Endocrine disrupting effects in aquatic organisms have been observed in systems influenced by steroid hormones. Associating endocrine disruption with aqueous concentrations of steroids alone may overlook the influence of source–sink dynamics in sediments on steroid hormone bioavailability. The objective of this study was to determine the fate of 17β-estradiol and 17β-trenbolone in two field sediments and to evaluate the corresponding bioavailability of the compounds to the fathead minnow (Pimephales promelas). Steroid fate was evaluated using analytical chemistry and verified by assessing the biological activity using yeast based in vitro assays. Effective bioavailability of the steroids was inferred from changes in hepatic vitellogenin expression (increased expression in males exposed to 17β-estradiol, and reduced expression in females exposed to 17β-trenbolone). In experiments conducted with 17β-estradiol, no induction of hepatic vitellogenin mRNA expression was observed in male fish exposed to sediment-associated 17β-estradiol. In contrast, female minnows exposed to sediment-associated 17β-trenbolone experienced significant reductions in hepatic vitellogenin compared to negative controls. In both systems, the parent compounds were shown to degrade rapidly to the more persistent metabolites, estrone and trendione, both of which were found predominantly associated with the sediments.

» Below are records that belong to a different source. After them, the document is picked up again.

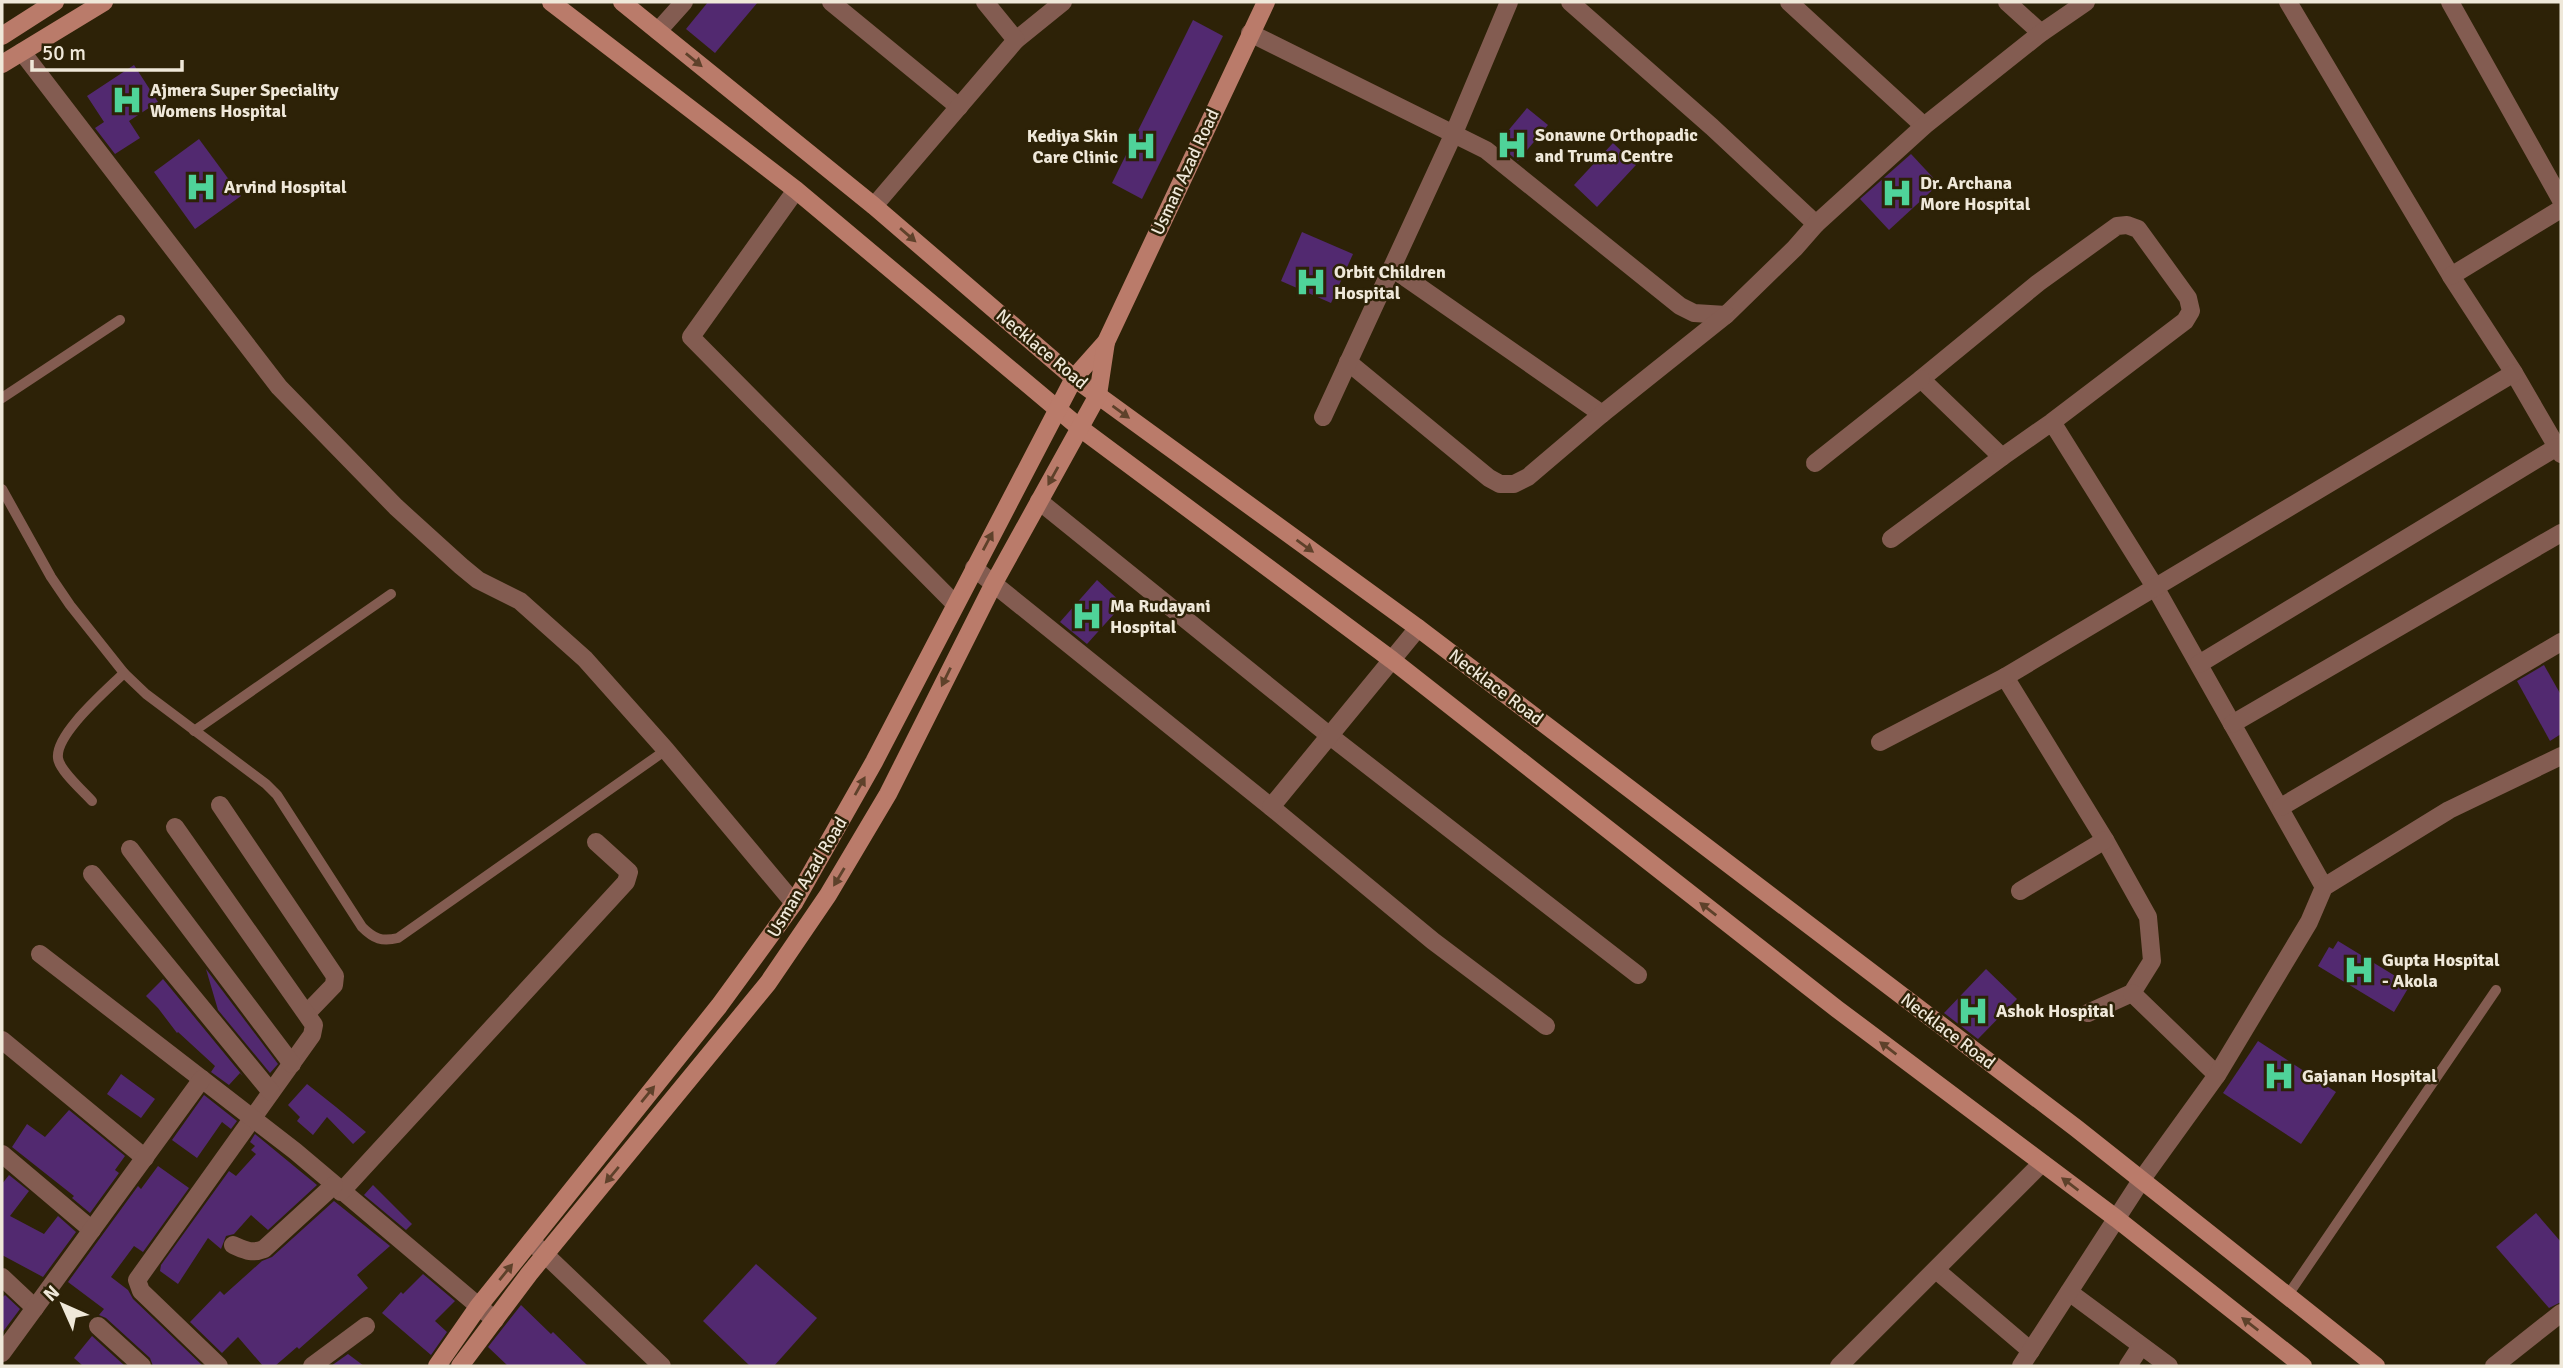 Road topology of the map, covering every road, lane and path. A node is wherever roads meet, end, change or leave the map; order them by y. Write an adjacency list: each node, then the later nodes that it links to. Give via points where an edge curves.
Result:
1 (55, 2): 20 (main road)
2 (104, 2): 22 (main road)
3 (551, 2): 27 (main road, Necklace Road)
4 (622, 2): 17 (main road, Necklace Road)
5 (684, 2): 17 (street)
6 (831, 2): 24 (street)
7 (985, 2): 21 (street)
8 (1063, 2): 21 (street)
9 (1266, 2): 18 (main road, Usman Azad Road)
10 (1509, 2): 26 (street)
11 (1570, 2): 31 (street)
12 (1788, 2): 25 (street)
13 (2007, 2): 19 (street)
14 (2086, 2): 19 (street)
15 (2288, 2): 33 (street)
16 (2450, 2): 28 (street)
17 (658, 31): 29 (main road, Necklace Road, one-way to 29)
18 (1250, 33): 26 (street); 36 (main road, Usman Azad Road)
19 (2041, 33): 25 (street)
20 (2, 36)
21 (1016, 40): 24 (street)
22 (22, 52): 23 (main road); 70 (street, via 279,387 396,507 461,566 520,601 570,645)
23 (2, 64)
24 (959, 107): 29 (street)
25 (1924, 125): 31 (street)
26 (1454, 133): 32 (street); 34 (street, via 1486,150 1680,306 1694,313)
27 (796, 190): 43 (main road, Necklace Road); 59 (street, via 691,337)
28 (2561, 200)
29 (874, 206): 39 (main road, Necklace Road, one-way to 39)
30 (2561, 209): 33 (street)
31 (1816, 224): 34 (street)
32 (1392, 268): 37 (street); 44 (street)
33 (2451, 276): 38 (street)
34 (1726, 315): 44 (street)
35 (120, 320): 42 (lane)
36 (1106, 342): 39 (main road, Usman Azad Road); 41 (main road, Usman Azad Road)
37 (1348, 362): 44 (street, via 1500,484 1528,477); 45 (street)
38 (2514, 373): 48 (street); 57 (street)
39 (1074, 378): 41 (main road, Necklace Road); 43 (main road, Usman Azad Road)
40 (1921, 379): 46 (street, via 2038,283 2117,226 2138,229 2188,298 2191,310 2185,321); 49 (street); 50 (street)
41 (1098, 395): 47 (main road, Usman Azad Road); 60 (main road, Necklace Road, one-way to 60)
42 (2, 398)
43 (1057, 409): 47 (main road, Necklace Road); 55 (main road, Usman Azad Road, one-way to 43)
44 (1602, 414)
45 (1323, 416)
46 (2052, 422): 49 (street); 57 (street)
47 (1080, 428): 52 (main road, Usman Azad Road, one-way to 52); 62 (main road, Necklace Road)
48 (2559, 451): 63 (street)
49 (2001, 457): 54 (street)
50 (1815, 463)
51 (2, 489): 64 (lane, via 63,596)
52 (1039, 501): 56 (main road, Usman Azad Road); 68 (street)
53 (2561, 533): 66 (street)
54 (1891, 539)
55 (974, 568): 56 (street); 59 (main road, Usman Azad Road)
56 (994, 583): 74 (street); 106 (main road, Usman Azad Road, one-way to 106, via 888,794 828,895 768,983)
57 (2155, 587): 63 (street); 65 (street)
58 (391, 594): 67 (lane)
59 (955, 604): 83 (main road, Usman Azad Road, one-way to 59, via 874,762)
60 (1418, 628): 62 (street); 100 (main road, Necklace Road)
61 (2561, 642): 75 (street)
62 (1392, 660): 68 (street); 99 (main road, Necklace Road, one-way to 62, via 1837,1009)
63 (2199, 664): 66 (street)
64 (124, 673): 67 (lane); 72 (lane, via 73,726 58,750 61,766)
65 (2005, 677): 69 (street); 77 (street)
66 (2232, 724): 75 (street)
67 (194, 731): 70 (lane, via 278,795 362,928 384,941 398,938)
68 (1330, 736): 74 (street); 85 (street)
69 (1880, 742)
70 (666, 750): 83 (street)
71 (2561, 756): 81 (street, via 2449,810)
72 (92, 801)
73 (220, 805): 88 (street, via 335,976 334,985)
74 (1271, 807): 90 (street, via 1433,941)
75 (2281, 807): 81 (street)
76 (175, 827): 88 (street)
77 (2105, 840): 82 (street); 87 (street, via 2148,917 2152,961)
78 (596, 842): 101 (street, via 629,872 626,883)
79 (130, 849): 92 (street)
80 (92, 874): 95 (street)
81 (2324, 887): 93 (street, via 2309,922)
82 (2021, 891)
83 (794, 903): 104 (main road, Usman Azad Road, one-way to 83, via 734,986)
84 (40, 954): 94 (street)
85 (1638, 975)
86 (2496, 990): 110 (lane)
87 (2132, 993): 89 (street); 93 (street)
88 (307, 1013): 92 (street, via 314,1030)
89 (2088, 1013)
90 (1546, 1026)
91 (2, 1040): 98 (street)
92 (292, 1064): 95 (street)
93 (2217, 1075): 100 (street)
94 (202, 1079): 96 (street); 98 (street)
95 (271, 1092): 96 (street)
96 (252, 1118): 101 (street); 122 (street, via 137,1280 141,1291)
97 (2, 1154): 103 (street)
98 (145, 1158): 103 (street)
99 (2042, 1163): 102 (main road, Necklace Road, one-way to 99); 107 (street)
100 (2142, 1180): 102 (street); 110 (main road, Necklace Road)
101 (337, 1188): 105 (street, via 264,1249 248,1252); 111 (street)
102 (2117, 1219): 109 (street); 129 (main road, Necklace Road, one-way to 102)
103 (92, 1230): 112 (street)
104 (531, 1241): 106 (street); 111 (main road, Usman Azad Road, one-way to 104)
105 (233, 1245)
106 (545, 1254): 114 (main road, Usman Azad Road); 126 (street)
107 (1936, 1270): 119 (street); 120 (street)
108 (2, 1277): 112 (street)
109 (2069, 1292): 117 (street); 119 (street)
110 (2288, 1296): 130 (main road, Necklace Road)
111 (478, 1307): 114 (street); 124 (main road, Usman Azad Road)
112 (35, 1308): 118 (street)
113 (2561, 1312): 131 (street)
114 (495, 1320): 125 (main road, Usman Azad Road)
115 (98, 1326): 121 (street)
116 (366, 1326): 123 (street)
117 (2141, 1346): 127 (street); 128 (street)
118 (2, 1353)
119 (2026, 1359)
120 (1850, 1363)
121 (142, 1366)
122 (219, 1366)
123 (312, 1366)
124 (437, 1366)
125 (460, 1366)
126 (662, 1366)
127 (2128, 1366)
128 (2169, 1366)
129 (2303, 1366)
130 (2376, 1366)
131 (2494, 1366)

Results from the yeast estrogen screen indicate a reduction in biological activity as biotransformation of 17β-estradiol occurs; results from the yeast anti-estrogen screen were inconclusive and unable to substantiate 17β-trenbolone fate in aquatic systems. Collectively, these data support the contention that steroid hormones associated with the sediment can become bioavailable to fish, and that sediment characteristics influence the observed bioavailability of these compounds.